NormalizeUtf16String
Short summary
This functions transforms a given utf-16 string into the selected normalization form and returns the normalized wstring. To learn more about normalization forms of unicode, check this.
Attention: the provided normalizedStringBuffer must have an appropiate size, otherwise ther normalized string will be cut!
Example:
myString :WString(10) := "Täst";
myNormalizedString :WString(30);
normalizedLength :UDINT;
------------------
NormalizeUtf16String(
utf16StringBuffer := ADR(myString),
normalizedStringBuffer := ADR(myNormalizedString),
bufferSize := SIZEOF(myNormalizedString),
normalForm := NormalizationForm.NFD,
normalizedStringLength => normalizedLength
);
- Return type: UDINT
Parameters
| Name | Type | Comment | Kind |
|---|---|---|---|
| utf16StringBuffer | PVOID | adrress of the utf-16 encoded string or word array (must be also null terminated!) | input |
| normalizedStringBuffer | PVOID | address of the buffer in which the normalized string is stored. e.g. ADR(myNormalizedString) | input |
| bufferSize | UDINT | size of the normalized string buffer in bytes, e.g. SIZEOF(myNormalizedWString) | input |
| normalForm | NormalizationForm | normalized form | input |
| normalizedStringLength | UDINT | length of the normalized string without NULL terminator. If the given bufferSize is smaller, the normalized string will be cut! | output |
Code
Declaration
FUNCTION NormalizeUtf16String
VAR_INPUT
(* adrress of the utf-16 encoded string or word array (must be also null terminated!) *)
utf16StringBuffer :PVOID;
(* address of the buffer in which the normalized string is stored.

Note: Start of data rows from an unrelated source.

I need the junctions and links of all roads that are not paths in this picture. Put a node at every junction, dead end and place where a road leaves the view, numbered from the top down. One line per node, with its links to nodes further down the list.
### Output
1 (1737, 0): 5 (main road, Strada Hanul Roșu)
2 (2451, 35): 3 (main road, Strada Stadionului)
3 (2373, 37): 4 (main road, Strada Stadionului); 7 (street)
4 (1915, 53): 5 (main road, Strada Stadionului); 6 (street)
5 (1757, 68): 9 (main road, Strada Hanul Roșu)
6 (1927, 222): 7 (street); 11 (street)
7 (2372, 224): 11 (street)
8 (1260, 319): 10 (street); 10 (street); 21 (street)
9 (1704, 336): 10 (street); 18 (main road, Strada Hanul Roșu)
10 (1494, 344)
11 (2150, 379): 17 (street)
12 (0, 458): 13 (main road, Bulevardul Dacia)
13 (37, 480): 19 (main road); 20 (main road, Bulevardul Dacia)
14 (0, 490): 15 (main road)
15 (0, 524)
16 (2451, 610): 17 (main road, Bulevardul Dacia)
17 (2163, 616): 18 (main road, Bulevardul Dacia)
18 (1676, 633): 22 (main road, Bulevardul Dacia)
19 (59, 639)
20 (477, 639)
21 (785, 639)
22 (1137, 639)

e.g. ADR(myNormalizedString) *)
normalizedStringBuffer :PVOID;
(* size of the normalized string buffer in bytes, e.g. SIZEOF(myNormalizedWString) *)
bufferSize :UDINT;
(* normalized form *)
normalForm :NormalizationForm := NormalizationForm.NFC;
END_VAR
VAR_OUTPUT
(* length of the normalized string without NULL terminator. If the given bufferSize is smaller, the normalized string will be cut! *)
normalizedStringLength :UDINT := 0;
END_VAR
VAR
stringLength, codePointCount, normalizedCodePointCount :UDINT;
codePoints :POINTER TO UnicodeCodePoint;
normalizedCodepoints :POINTER TO UnicodeCodePoint;
END_VAR
Implementation
stringLength := GetUtf16StringLength(utf16StringBuffer);
RETURN((utf16StringBuffer = 0) OR_ELSE (normalizedStringBuffer = 0) OR_ELSE (stringLength = 0));
codePoints := __NEW(UnicodeCodepoint, stringLength);
RETURN(codePoints = 0);
GetCodepointsFromUtf16String(
utf16StringAddress := utf16StringBuffer,
utf16StringWordCount := stringLength,
codepointBuffer := codePoints,
bufferSize := stringLength*SIZEOF(UnicodeCodepoint),
codePointCount => codePointCount
);
IF (codePointCount = 0) THEN // string was not utf16
__DELETE(codePoints);
RETURN;
END_IF
normalizedCodepoints := __NEW(UnicodeCodepoint, (codePointCount*4));
IF (normalizedCodepoints = 0) THEN
__DELETE(codepoints);
RETURN;
END_IF
CASE normalForm OF
NormalizationForm.NFD:
NormalizeCodepointsFormD(
codePoints := codePoints,
codePointsCount := codePointCount,
normalizedCodepoints := normalizedCodepoints,
bufferSize := codePointCount*SIZEOF(UnicodeCodepoint)*4,
normalizedCodepointsCount => normalizedCodePointCount
);
NormalizationForm.NFC:
NormalizeCodepointsFormC(
codePoints := codePoints,
codepointsCount := codePointCount,
normalizedCodepoints := normalizedCodepoints,
bufferSize := codePointCount*SIZEOF(UnicodeCodepoint)*4,
normalizedCodepointsCount => normalizedCodePointCount
);
ELSE
; // do nothing
END_CASE
GetUtf16StringFromCodepoints(
addressOfCodePoints := normalizedCodepoints,
codePointCount := normalizedCodePointCount,
stringBuffer := normalizedStringBuffer,
bufferSize := bufferSize,
utf16StringWordCount => normalizedStringLength
);
__DELETE(codePoints);
__DELETE(normalizedCodepoints);